[Available data]
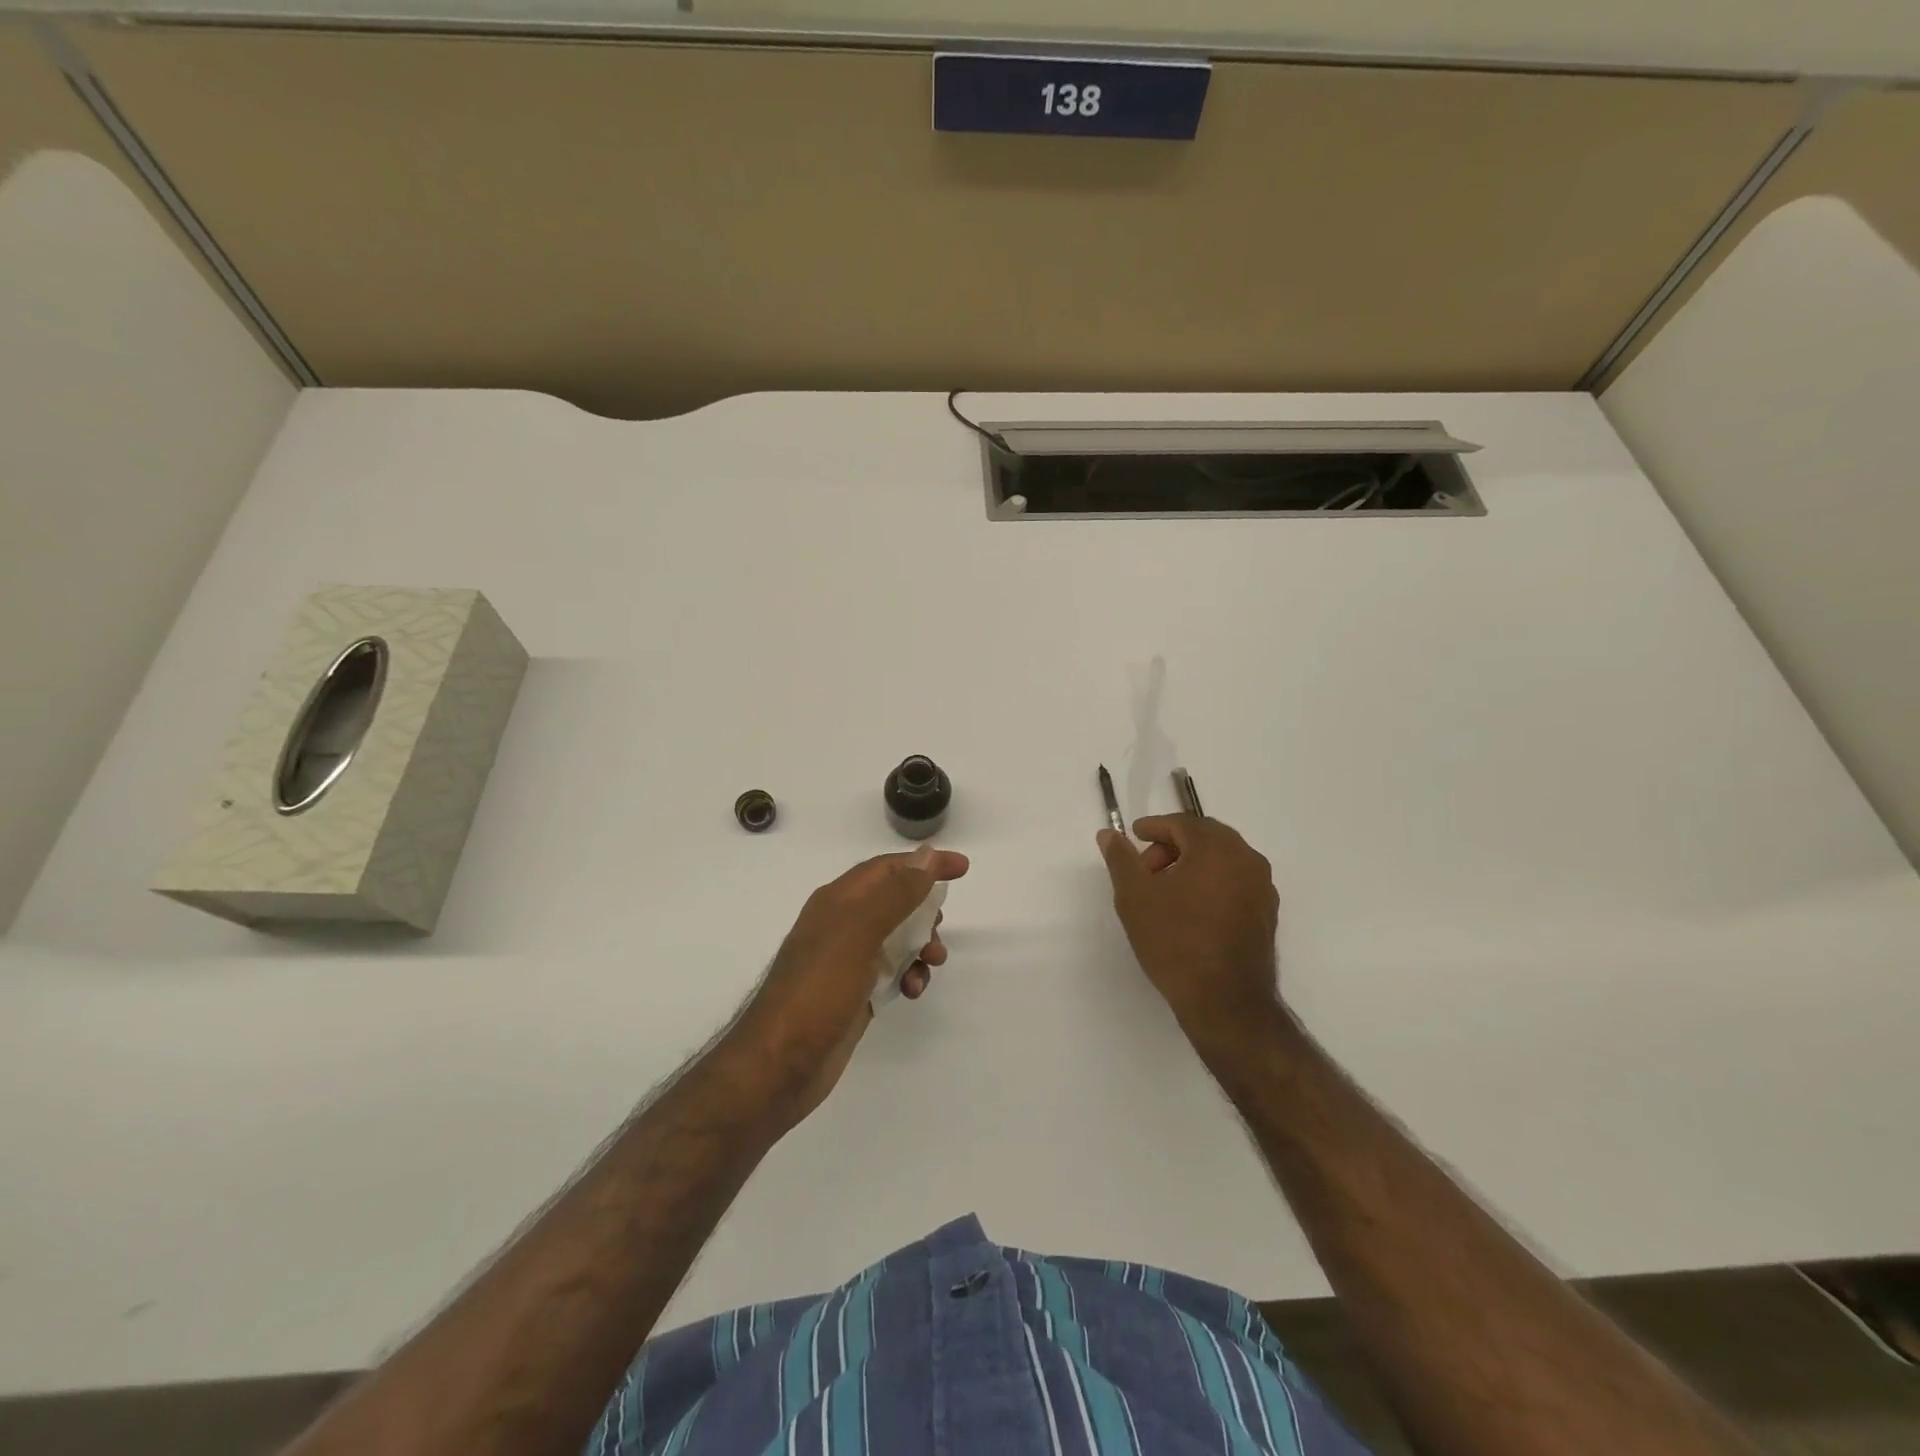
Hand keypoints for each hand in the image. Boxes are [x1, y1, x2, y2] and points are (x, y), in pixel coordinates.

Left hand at [732, 844, 968, 1128]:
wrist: (779, 1066)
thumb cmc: (818, 990)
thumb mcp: (859, 932)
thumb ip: (895, 893)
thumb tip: (926, 854)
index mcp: (838, 901)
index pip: (888, 868)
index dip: (924, 863)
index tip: (962, 868)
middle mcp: (842, 925)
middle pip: (895, 901)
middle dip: (925, 910)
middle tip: (939, 928)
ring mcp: (847, 961)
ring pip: (897, 938)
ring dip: (921, 945)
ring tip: (932, 963)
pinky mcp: (854, 993)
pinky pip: (892, 972)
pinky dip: (909, 975)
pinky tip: (911, 992)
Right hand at [1098, 815, 1280, 1048]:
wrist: (1225, 1001)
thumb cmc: (1175, 941)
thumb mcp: (1135, 897)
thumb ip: (1121, 859)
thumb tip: (1109, 834)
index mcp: (1217, 848)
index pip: (1182, 823)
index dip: (1153, 827)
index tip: (1133, 837)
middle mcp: (1247, 859)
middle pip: (1205, 837)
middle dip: (1172, 845)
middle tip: (1146, 868)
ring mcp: (1262, 887)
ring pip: (1222, 859)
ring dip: (1192, 864)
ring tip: (1165, 890)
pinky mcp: (1267, 913)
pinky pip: (1235, 881)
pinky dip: (1211, 882)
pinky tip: (1190, 909)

[Exercise instructions]
Exactly the lines from the one with "ring dip: (921, 945)" through the final line of the entries are to be returned, both ends included.

[Output]
ring dip: (921, 945)
ring tip: (932, 963)
pinky mcp: (854, 993)
pinky pip: (892, 972)
pinky dip: (909, 975)
pinky tip: (911, 992)
Right hand at [1098, 815, 1280, 1048]:
wrist: (1225, 1001)
thumb cmc: (1175, 941)
thumb mcp: (1135, 897)
thumb ip: (1121, 859)
thumb tip: (1109, 834)
index mcp: (1217, 848)
index pip: (1182, 823)
index dip: (1153, 827)
index tip: (1133, 837)
middle mcp: (1247, 859)
middle pip: (1205, 837)
middle dip: (1172, 845)
middle tip: (1146, 868)
ring mcp: (1262, 887)
ring pip: (1222, 859)
ring dip: (1192, 864)
ring tip: (1165, 890)
pinky mcp: (1267, 913)
pinky pip: (1235, 881)
pinky dip: (1211, 882)
pinky tip: (1190, 909)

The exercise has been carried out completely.